What KPMG’s crisis means for auditing in SA
As the nightmare haunting KPMG deepens, more than 400 of its staff have fled, while clients paying more than R330m in audit fees a year have given the firm the bullet. But this obscures the fact that it is not just KPMG in trouble — the entire auditing profession in SA and elsewhere is in crisis, as much due to shoddy work as it is to unethical behaviour. What is behind this reckoning?

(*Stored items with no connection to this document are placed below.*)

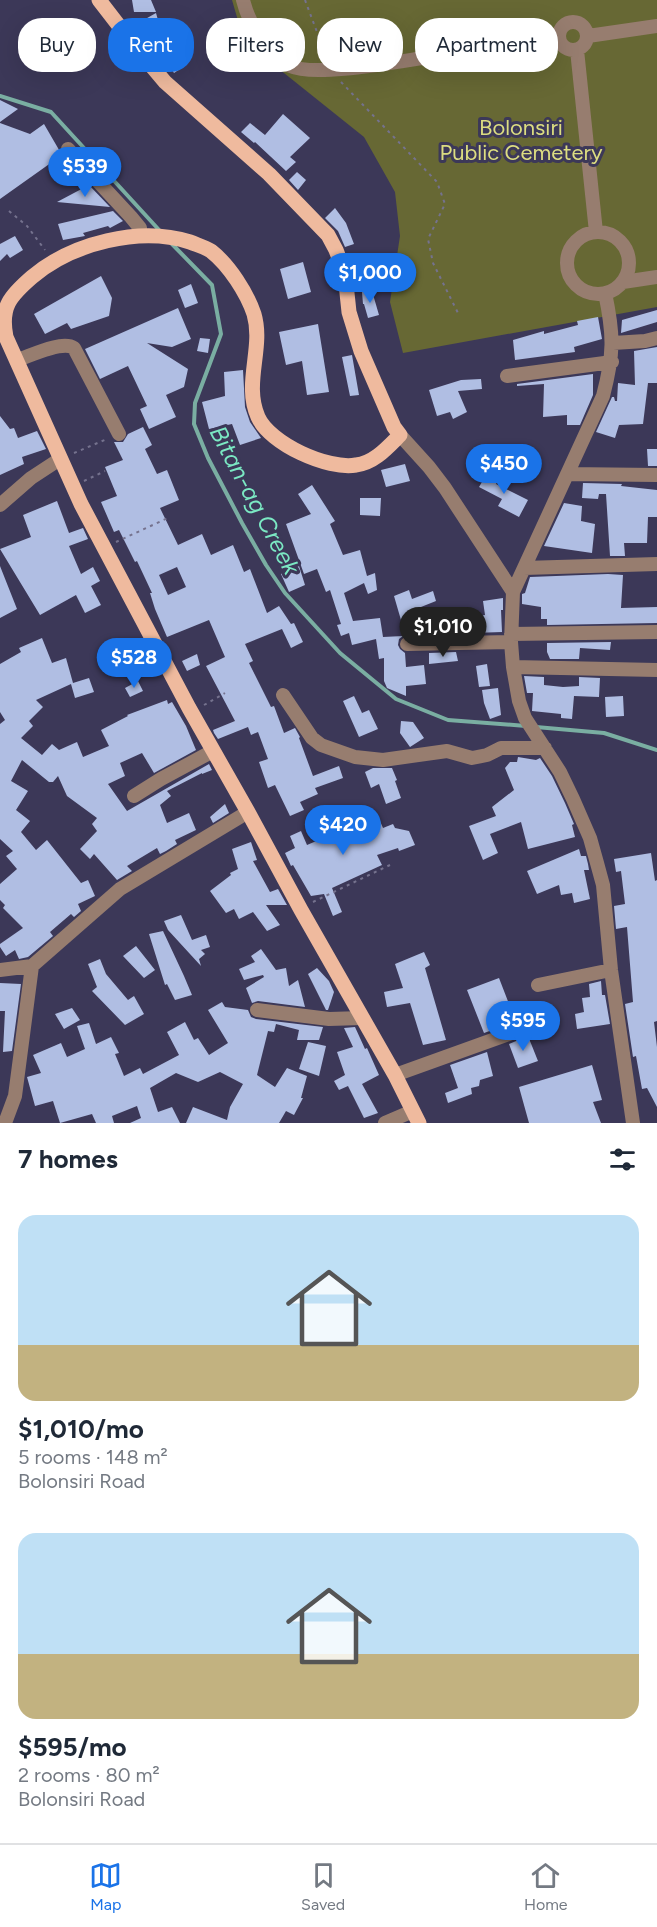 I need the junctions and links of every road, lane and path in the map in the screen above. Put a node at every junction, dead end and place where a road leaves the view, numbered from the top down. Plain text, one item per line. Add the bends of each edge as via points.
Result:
1 (99, 0) edge
2 (243, 0) edge
3 (305, 0) edge
4 (657, 26) edge
5 (317, 32) edge
6 (588, 36) junction
7 (560, 42) junction
8 (577, 50) junction
9 (403, 61) edge
10 (317, 69) edge
11 (333, 72) edge
12 (68, 149) dead end
13 (9, 211) dead end
14 (596, 232) junction
15 (156, 236) junction
16 (53, 262) junction
17 (657, 277) edge
18 (623, 282) junction
19 (605, 293) junction
20 (2, 301) edge
21 (458, 313) dead end
22 (657, 338) edge
23 (613, 343) junction
24 (17, 360) junction
25 (612, 362) junction
26 (507, 376) dead end
27 (119, 434) joint
28 (400, 435) junction
29 (60, 459) junction
30 (105, 471) dead end
31 (567, 474) junction
32 (657, 475) edge
33 (73, 486) junction
34 (0, 505) edge
35 (170, 517) dead end
36 (105, 548) junction
37 (657, 564) edge
38 (524, 568) junction
39 (513, 592) junction
40 (657, 632) edge
41 (511, 638) junction
42 (407, 644) dead end
43 (513, 667) junction
44 (657, 670) edge
45 (225, 693) dead end
46 (283, 694) dead end
47 (191, 712) junction
48 (542, 744) junction
49 (213, 751) junction
50 (134, 796) dead end
51 (248, 812) junction
52 (390, 865) dead end
53 (300, 908) junction
54 (32, 966) junction
55 (0, 970) edge
56 (611, 970) junction
57 (538, 985) dead end
58 (257, 1010) dead end
59 (362, 1018) junction
60 (523, 1029) dead end
61 (395, 1075) junction
62 (416, 1117) edge
63 (5, 1123) edge
64 (385, 1123) edge
65 (633, 1123) edge

1 - 28 main road via 165,82 269,174 328,235 345,274 349,312 361,351
2 - 10 street via 257,33 281,59 301,69
3 - 5 path
4 - 6 street
6 - 7 street via 584,26 570,22 560,32
6 - 8 street via 585,45
7 - 8 street via 567,49
7 - 9 street
8 - 14 street
11 - 21 path via 437,182 446,204 428,239 433,262
12 - 15 street via 140,228
13 - 16 path via 27,226
14 - 18 street via 613,236 625,248 629,265
14 - 19 street via 574,245 567,261 568,270 583,290
15 - 16 main road via 95,245
15 - 28 main road via 210,251 235,277 254,315 256,351 251,380 255,409 270,433 311,458 355,466 381,454
16 - 20 main road
17 - 18 street
18 - 19 street
19 - 23 street
20 - 24 main road via 2,322
22 - 23 street
23 - 25 street
24 - 27 street via 58,346 74,348
24 - 29 main road
25 - 26 street
25 - 31 street via 595,416
27 - 29 path
28 - 39 street via 445,488
29 - 33 main road
29 - 34 street
30 - 33 path
31 - 32 street
31 - 38 street
33 - 36 main road
35 - 36 path
36 - 47 main road
37 - 38 street
38 - 39 street
39 - 41 street
40 - 41 street
41 - 42 street
41 - 43 street
43 - 44 street
43 - 48 street via 525,718
45 - 47 path
46 - 48 street via 312,738 355,758 383,760 447,751 472,758 501,748
47 - 49 main road
48 - 56 street via 560,772 590,838 603,885
49 - 50 street
49 - 51 main road
51 - 53 main road
51 - 54 street via 120,889
52 - 53 path
53 - 59 main road
54 - 55 street
54 - 63 street via 15,1096
56 - 57 street
56 - 65 street
58 - 59 street via 329,1019
59 - 61 main road
60 - 61 street
61 - 62 main road
62 - 64 street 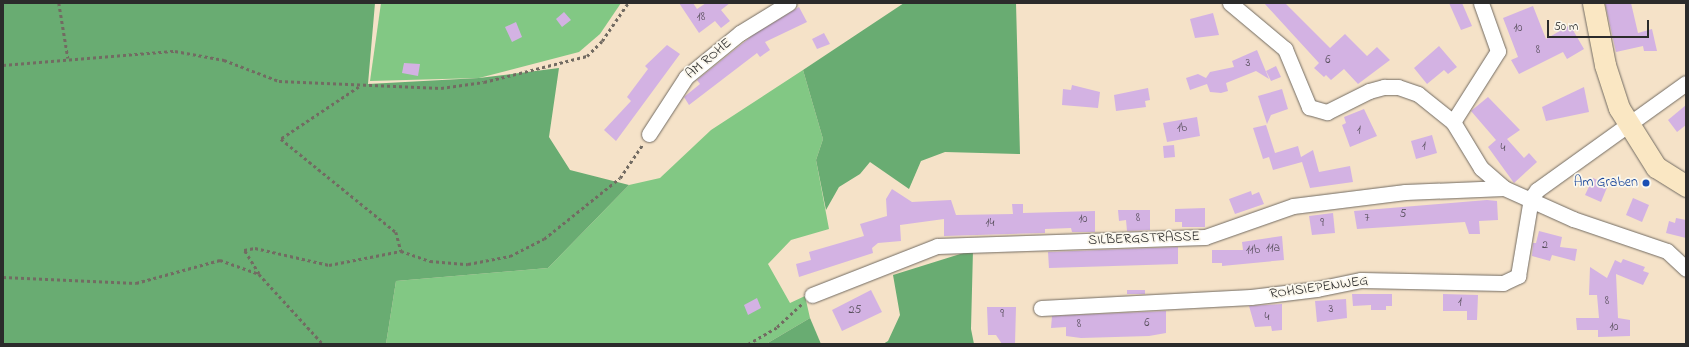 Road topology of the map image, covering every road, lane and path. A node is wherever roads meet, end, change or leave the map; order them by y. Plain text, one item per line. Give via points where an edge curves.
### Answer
1 (59, 3) edge
2 (628, 3) edge
3 (789, 3) edge
4 (1230, 3) edge
5 (1482, 3) edge
6 (1592, 3) edge
7 (68, 58) junction
8 (3, 65) edge
9 (1686, 83) edge
10 (359, 87) junction
11 (1452, 122) junction
12 (1628, 126) junction
13 (649, 134) joint
14 (1686, 186) edge
15 (1504, 188) junction
16 (1531, 198) junction
17 (401, 252) junction
18 (1686, 269) edge
19 (259, 274) junction
20 (3, 277) edge
21 (812, 295) joint
22 (1041, 308) dead end
23 (323, 344) edge
24 (748, 344) edge

1 - 7 path
2 - 10 path via 602,41 587,56 484,82 441,88
3 - 13 street, AM ROHE via 740,33 686,77
4 - 11 street via 1285,49 1296,68 1304,101 1313,110 1327,112 1369,91 1398,87 1418,94
5 - 11 street via 1498,51
6 - 12 main road via 1607,75
7 - 8 path
7 - 10 path via 175,51 224,60 279,81
9 - 12 street
10 - 17 path via 281,139 396,232
11 - 15 street via 1481,168
12 - 14 main road via 1656,167
12 - 16 street
13 - 17 path via 620,178 544,239 510,256 468,264 430,260
15 - 16 street
15 - 21 street, SILBERGSTRASSE via 1405,192 1293,206 1205,237 937,246
16 - 18 street via 1573,219 1667,251
16 - 22 street, ROHSIEPENWEG via 1518,276 1503,283 1361,280 1317,290 1250,297
17 - 19 path via 329,265 255,248 244,250
19 - 20 path via 220,260 136,283
19 - 23 path
21 - 24 path via 777,327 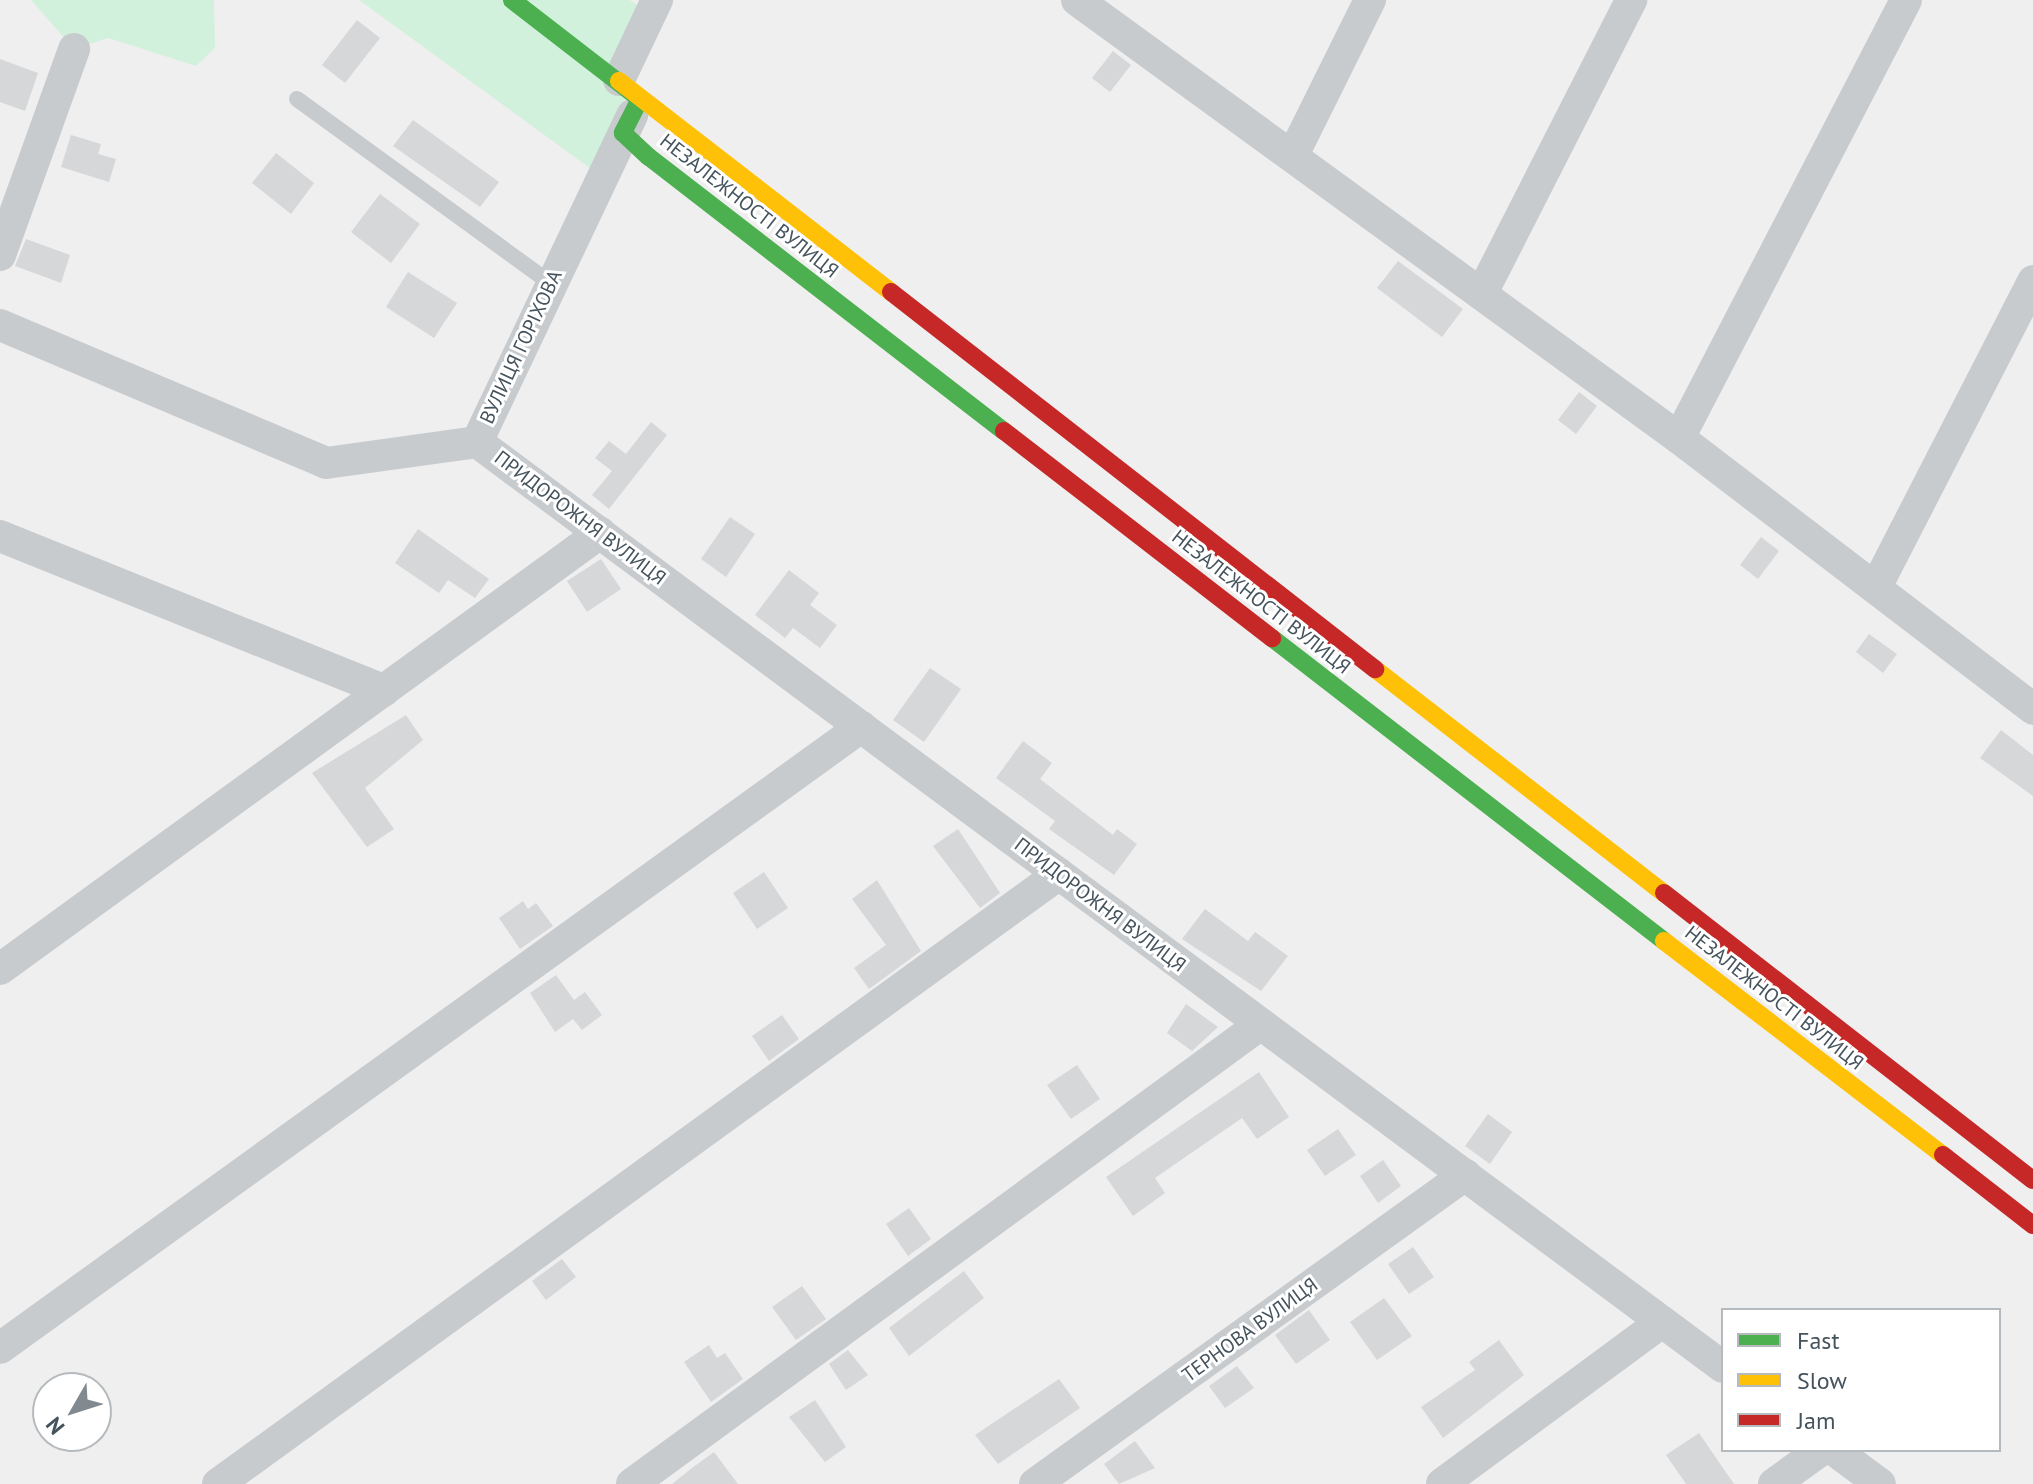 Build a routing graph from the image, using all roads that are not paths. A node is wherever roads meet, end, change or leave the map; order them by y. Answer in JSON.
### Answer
{"nodes":[{"id":1,"x":512,"y":0,"type":"edge"},
{"id":2,"x":657,"y":0,"type":"edge"},
{"id":3,"x":1370,"y":0,"type":"edge"},
{"id":4,"x":1631,"y":0,"type":"edge"},
{"id":5,"x":1906,"y":0,"type":"edge"},
{"id":6,"x":1093,"y":5,"type":"edge"},
{"id":7,"x":74,"y":49,"type":"dead end"},
{"id":8,"x":629,"y":90,"type":"junction"},
{"id":9,"x":297,"y":99,"type":"dead end"},
{"id":10,"x":623,"y":133,"type":"junction"},
{"id":11,"x":1294,"y":153,"type":"junction"},
{"id":12,"x":0,"y":255,"type":"edge"},
{"id":13,"x":2033,"y":281,"type":"edge"},
{"id":14,"x":550,"y":283,"type":"junction"},
{"id":15,"x":1482,"y":293,"type":"junction"},
{"id":16,"x":0,"y":325,"type":"edge"},
{"id":17,"x":1679,"y":438,"type":"junction"},
{"id":18,"x":477,"y":442,"type":"junction"},
{"id":19,"x":600,"y":533,"type":"junction"},
{"id":20,"x":0,"y":536,"type":"edge"},
{"id":21,"x":1876,"y":587,"type":"junction"},
{"id":22,"x":384,"y":690,"type":"junction"},
{"id":23,"x":2033,"y":709,"type":"edge"},
{"id":24,"x":861,"y":727,"type":"junction"},
{"id":25,"x":1059,"y":874,"type":"junction"},
{"id":26,"x":0,"y":969,"type":"edge"},
{"id":27,"x":1261,"y":1024,"type":"junction"},
{"id":28,"x":1465,"y":1175,"type":"junction"},
{"id":29,"x":2033,"y":1180,"type":"edge"},
{"id":30,"x":2033,"y":1225,"type":"edge"},
{"id":31,"x":1662,"y":1322,"type":"junction"},
{"id":32,"x":0,"y":1348,"type":"edge"},
{"id":33,"x":1721,"y":1366,"type":"edge"},
{"id":34,"x":1818,"y":1452,"type":"edge"},
{"id":35,"x":1837,"y":1452,"type":"edge"},
{"id":36,"x":218,"y":1484,"type":"edge"},
{"id":37,"x":632,"y":1484,"type":"edge"},
{"id":38,"x":1035,"y":1484,"type":"edge"},
{"id":39,"x":1442,"y":1484,"type":"edge"},
{"id":40,"x":1774,"y":1484,"type":"edge"},
{"id":41,"x":1880,"y":1484,"type":"edge"}],
"edges":[{"from":1,"to":8,"type":"street"},
{"from":2,"to":8,"type":"street","name":"ВУЛИЦЯ ГОРІХОВА"},
{"from":3,"to":11,"type":"street"},
{"from":4,"to":15,"type":"street"},
{"from":5,"to":17,"type":"street"},
{"from":6,"to":11,"type":"street"},
{"from":7,"to":12,"type":"street"},
{"from":8,"to":10,"type":"street","name":"ВУЛИЦЯ ГОРІХОВА"},
{"from":8,"to":29,"type":"street"},
{"from":9,"to":14,"type":"lane"},
{"from":10,"to":14,"type":"street","name":"ВУЛИЦЯ ГОРІХОВА"},
{"from":10,"to":30,"type":"street","name":"НЕЗАЛЕЖНОСТІ ВУЛИЦЯ"},
{"from":11,"to":15,"type":"street"},
{"from":13,"to":21,"type":"street"},
{"from":14,"to":18,"type":"street","name":"ВУЛИЦЯ ГОРІХОВА"},
{"from":15,"to":17,"type":"street"},
{"from":16,"to":18,"type":"street","name":"ВУЛИЦЯ ГОРІХОВА"},
{"from":17,"to":21,"type":"street"},
{"from":18,"to":19,"type":"street","name":"ПРИДОРОЖНЯ ВУЛИЦЯ"},
{"from":19,"to":22,"type":"street"},
{"from":19,"to":24,"type":"street","name":"ПРИДОРОЖНЯ ВУЛИЦЯ"},
{"from":20,"to":22,"type":"street"},
{"from":21,"to":23,"type":"street"},
{"from":22,"to":26,"type":"street"},
{"from":24,"to":25,"type":"street","name":"ПРИДОРОЖНЯ ВУЛИЦЯ"},
{"from":24,"to":32,"type":"street"},
{"from":25,"to":27,"type":"street","name":"ПРИДОРОЖНЯ ВУЛИЦЯ"},
{"from":25,"to":36,"type":"street"},
{"from":27,"to":28,"type":"street","name":"ПРИДОРОЖНЯ ВУЛИЦЯ"},
{"from":27,"to":37,"type":"street"},
{"from":28,"to":31,"type":"street","name":"ПРИДОРОЖНЯ ВУЛИЦЯ"},
{"from":28,"to":38,"type":"street","name":"ТЕРНОВА ВУЛИЦЯ"},
{"from":31,"to":33,"type":"street","name":"ПРИДОРОЖНЯ ВУЛИЦЯ"},
{"from":31,"to":39,"type":"street"},
{"from":34,"to":40,"type":"street"},
{"from":35,"to":41,"type":"street"}]}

Nhlamu Dlomu wears a brave smile as she greets the FM, hurrying to her next meeting. Self-assured and bright-eyed, she does not look like someone trying to save a 120-year-old audit firm from ruin. Yet this is the task Dlomu (42), a trained clinical psychologist, assumed in September when she was appointed CEO of a tainted KPMG in SA. Dlomu, the first black woman and the first nonauditor to lead the business, was previously KPMG’s head of people and change. She was thrust into the role following astonishing revelations regarding KPMG’s audit work for the Gupta family as well as its consulting work for the SA Revenue Service (Sars), which led to the resignation of eight partners, including then CEO Trevor Hoole and chair Ahmed Jaffer. Then, last month, the third strike: two of its partners, Sipho Malaba and Dumi Tshuma, resigned with immediate effect when it emerged they had secretly held personal loans with the bank they were auditing, the controversial Limpopo-based VBS Mutual Bank...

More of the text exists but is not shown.